Julio had always been accepted by the tribe but since they’d come to America, some of the men felt that his position as Truman’s assistant meant they couldn’t entirely trust him. The interpreter was different from the rest of them. In addition to the freedom he had to leave their enclosure, he looked, thought, and acted more like an American than an Igorrote. Many of the young boys looked up to him. He seemed worldly and wise, but some of the tribespeople had grown resentful and suspicious of his motives. Julio sensed this. It bothered him, but he wasn’t sure what he could do to change it.
Sundays were always busy in the Igorrote Village and January 28, 1906, was no exception. Crowds of men, women, and children stood watching as the tribespeople went about the carefully orchestrated amusement park version of their daily lives. The women wove cloth and made rattan rings. On the other side of their enclosure, the tribesmen were hollering and running at each other with spears in the first sham battle of the day.
Feloa looked up and noticed Pucuan charging toward him, his spear held aloft. Feloa stepped to the side and threw up his shield to protect himself. Instead of turning and swiping at his opponent again, Pucuan staggered forward as if he’d lost his balance. Feloa instinctively reached out to grab him. With an odd, faraway expression on his face, Pucuan toppled forward and crashed into the bamboo fence. Feloa and Dengay tossed their spears and shields to the ground and, taking hold of Pucuan under the arms, they led him over to a hut. Inside, Feloa tried to ask what was wrong but Pucuan was gasping for breath. Clutching his chest, he made a rasping sound. Pucuan’s sister and several tribesmen came in to see what was the matter. They looked on in shock as Pucuan slumped forward, apparently unconscious.

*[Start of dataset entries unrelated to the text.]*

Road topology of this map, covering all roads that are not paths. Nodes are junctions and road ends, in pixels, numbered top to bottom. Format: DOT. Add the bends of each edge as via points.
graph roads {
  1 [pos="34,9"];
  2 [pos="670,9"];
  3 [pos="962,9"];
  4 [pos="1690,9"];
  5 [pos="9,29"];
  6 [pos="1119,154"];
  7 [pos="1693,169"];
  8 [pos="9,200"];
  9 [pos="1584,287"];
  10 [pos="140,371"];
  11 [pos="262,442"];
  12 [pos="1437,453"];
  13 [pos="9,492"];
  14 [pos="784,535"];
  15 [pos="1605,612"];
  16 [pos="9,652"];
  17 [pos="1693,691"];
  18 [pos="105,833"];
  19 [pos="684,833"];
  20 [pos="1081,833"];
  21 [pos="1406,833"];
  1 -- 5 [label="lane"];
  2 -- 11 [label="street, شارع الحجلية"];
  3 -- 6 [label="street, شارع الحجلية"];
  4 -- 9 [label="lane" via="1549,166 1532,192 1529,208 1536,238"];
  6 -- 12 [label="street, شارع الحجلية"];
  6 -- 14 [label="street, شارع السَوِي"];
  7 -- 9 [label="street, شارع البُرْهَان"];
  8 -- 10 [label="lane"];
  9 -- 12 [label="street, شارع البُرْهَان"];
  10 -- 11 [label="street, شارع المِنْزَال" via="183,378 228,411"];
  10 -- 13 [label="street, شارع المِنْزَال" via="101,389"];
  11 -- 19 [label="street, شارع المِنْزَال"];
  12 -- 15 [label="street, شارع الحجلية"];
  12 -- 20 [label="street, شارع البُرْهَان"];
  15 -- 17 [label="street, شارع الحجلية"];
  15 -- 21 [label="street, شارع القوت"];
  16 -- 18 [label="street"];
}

Julio ran to fetch Truman. The showman entered the hut and knelt down beside Pucuan. He felt for a pulse and, finding none, checked him over. Coronary, he said under his breath. They clearly couldn’t move the dead tribesman with crowds milling around outside. They would have to close off the hut where the body lay and put a couple of the tribespeople outside to stop any of the visitors wandering in. Truman told Julio to make the necessary arrangements. The showman felt sorry for the Igorrotes, especially the man’s sister. The death of one tribesman had been bad enough; two seemed especially cruel.
The Filipinos drifted into the hut to see the scene for themselves. Truman knew it was their custom to visit with the dead, but there was a large crowd outside and they needed to be entertained. The showman raised his voice just enough to get their attention. He needed them to go outside and continue the show. They could all take turns to sit with the dead man later, after the park closed. In the meantime, Truman gave Pucuan’s sister and Feloa permission to stay with the body. He wasn’t completely heartless.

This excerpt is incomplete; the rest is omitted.